Error Recovery

TimeTiles uses Payload CMS’s built-in workflow retry system for error recovery. Failed tasks are automatically retried, and completed tasks return cached output on re-run so work is never repeated.

Overview

Error recovery is handled at two levels:

Workflow level: Payload retries failed tasks with configurable retry counts. Completed tasks are cached and skipped on retry.
Sheet level: Multi-sheet workflows use per-sheet try/catch. A failure in one sheet does not block other sheets.

Error Model

Task handlers use three distinct patterns to communicate results:

Transient Failures (Throw)

Tasks throw errors for unexpected or transient failures (network timeouts, database connection issues, rate limits). Payload’s workflow system retries the task automatically.

Examples:

Network connection failures (ECONNREFUSED, ETIMEDOUT)
Database deadlocks or connection timeouts
API rate limiting (429 responses)
Temporary resource constraints

Human Review Required (needsReview)

Tasks return { needsReview: true } when a human decision is needed. The pipeline pauses for that sheet only. Other sheets continue processing.

Examples:

Schema drift detected in automated imports
High duplicate rate requiring confirmation
High geocoding failure rate

Success (Return Data)

Tasks return structured data on success. The pipeline continues to the next task.

Per-Sheet Error Isolation

Multi-sheet workflows (manual-ingest, scheduled-ingest, scraper-ingest) process sheets via Promise.allSettled with per-sheet try/catch. When a sheet fails:

The markSheetFailed function updates the ingestion job to FAILED with error details
The workflow continues processing remaining sheets
The parent import file status reflects the aggregate state

The ingest-process workflow (single job, no Promise.allSettled) does not use per-sheet isolation. Errors propagate normally and Payload’s onFail callback fires as expected.

Important: Payload’s onFail callback does not fire when errors are caught by Promise.allSettled. This is why multi-sheet workflows use explicit markSheetFailed instead.

Recovery Approaches

Automatic Retry (Payload Built-In)

When a task throws, Payload retries it up to the configured retry count.
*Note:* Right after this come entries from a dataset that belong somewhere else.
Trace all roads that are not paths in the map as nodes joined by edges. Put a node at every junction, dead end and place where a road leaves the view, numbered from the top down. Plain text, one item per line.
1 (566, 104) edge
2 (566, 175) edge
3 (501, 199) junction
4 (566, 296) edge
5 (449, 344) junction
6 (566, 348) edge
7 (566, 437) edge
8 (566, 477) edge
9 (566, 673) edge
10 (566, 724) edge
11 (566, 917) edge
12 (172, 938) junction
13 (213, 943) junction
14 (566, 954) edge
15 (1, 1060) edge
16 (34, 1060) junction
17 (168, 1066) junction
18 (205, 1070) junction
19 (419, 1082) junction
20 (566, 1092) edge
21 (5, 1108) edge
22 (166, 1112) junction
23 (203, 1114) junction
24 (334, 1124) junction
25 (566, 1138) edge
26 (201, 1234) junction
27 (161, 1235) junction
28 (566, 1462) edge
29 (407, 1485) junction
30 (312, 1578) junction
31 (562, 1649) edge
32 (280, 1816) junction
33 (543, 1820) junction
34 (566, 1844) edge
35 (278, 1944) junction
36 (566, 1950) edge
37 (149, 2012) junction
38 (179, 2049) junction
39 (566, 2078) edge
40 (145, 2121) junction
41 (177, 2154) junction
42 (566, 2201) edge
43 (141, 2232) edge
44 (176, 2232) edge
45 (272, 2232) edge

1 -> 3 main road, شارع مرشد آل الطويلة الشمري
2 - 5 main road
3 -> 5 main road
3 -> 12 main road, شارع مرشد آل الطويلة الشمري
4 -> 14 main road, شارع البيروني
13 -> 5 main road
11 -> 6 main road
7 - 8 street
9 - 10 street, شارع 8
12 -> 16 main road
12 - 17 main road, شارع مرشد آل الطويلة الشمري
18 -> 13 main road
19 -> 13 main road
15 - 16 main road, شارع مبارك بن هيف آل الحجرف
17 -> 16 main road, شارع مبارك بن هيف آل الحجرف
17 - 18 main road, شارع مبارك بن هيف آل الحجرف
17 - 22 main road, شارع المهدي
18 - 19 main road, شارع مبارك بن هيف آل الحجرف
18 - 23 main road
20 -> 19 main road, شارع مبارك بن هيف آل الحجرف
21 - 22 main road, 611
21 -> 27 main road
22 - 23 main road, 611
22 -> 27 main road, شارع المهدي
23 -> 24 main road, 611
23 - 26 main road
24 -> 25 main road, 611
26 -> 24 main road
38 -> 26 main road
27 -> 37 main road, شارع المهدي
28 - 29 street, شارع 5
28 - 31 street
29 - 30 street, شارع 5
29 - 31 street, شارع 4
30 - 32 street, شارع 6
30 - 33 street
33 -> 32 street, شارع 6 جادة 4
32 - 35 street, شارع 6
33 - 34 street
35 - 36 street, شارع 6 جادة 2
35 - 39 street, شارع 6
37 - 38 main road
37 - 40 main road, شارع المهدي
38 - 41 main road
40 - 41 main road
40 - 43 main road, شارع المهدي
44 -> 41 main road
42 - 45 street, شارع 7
On retry:

Previously completed tasks return cached output immediately
The failed task re-runs from the beginning
No duplicate work for completed tasks

Manual Re-Queue

For workflows that have exhausted retries:

Fix the underlying issue (API key, permissions, network)
Re-queue the workflow via the admin interface
All previously completed tasks are skipped (cached)
Processing resumes from the failed task

NEEDS_REVIEW Resolution

For sheets paused by needsReview:

User reviews the issue in the admin interface (schema changes, duplicate rates, etc.)
User approves or adjusts configuration
The ingest-jobs afterChange hook automatically queues the ingest-process workflow
ingest-process runs Create Schema Version, Geocode Batch, and Create Events

API Endpoints

Retry Failed Ingestion Job

Endpoint: POST /api/ingest-jobs/{id}/retry

Purpose: Manually trigger retry for a failed ingestion job

When to Use:

Automatic retry hasn’t triggered yet
Need to retry immediately after fixing underlying issue
Testing recovery after configuration changes

Reset Ingestion Job

Endpoint: POST /api/ingest-jobs/{id}/reset

Purpose: Reset ingestion job to a specific stage for fresh restart

When to Use:

Need to restart from specific stage
Configuration changes require reprocessing
Data corruption requires fresh start from known good stage

Cautions:

Resetting clears progress from later stages
May re-process data (ensure idempotency)
Does not delete already created events (use with caution)

Monitoring

Logging

All error recovery operations are logged with context:


// Task failure in multi-sheet workflow
logger.error("Sheet processing failed", { ingestJobId: 123, sheetIndex: 2, error: "Rate limit exceeded (429)" });
 
// Workflow retry
logger.info("Workflow task retrying", { taskSlug: "geocode-batch", retryAttempt: 2, importFileId: 456 });

Ingestion Job State

Track processing state in the ingestion job record:

stage: Current processing stage (for UI progress display)
errorLog: Error details from the last failure
NEEDS_REVIEW: Indicates human review is required
FAILED: Terminal failure state with error context

Integration with Scheduled Imports

For scheduled imports (automated URL-based data fetching), error recovery follows the workflow model:

Workflow fails: Task throws during processing
Automatic retry: Payload retries the task up to configured limit
Retries exhausted: Workflow marked as failed
Next scheduled run: The next scheduled trigger creates a new workflow instance from scratch

Each scheduled run is an independent workflow instance. Failed workflows do not block future scheduled runs.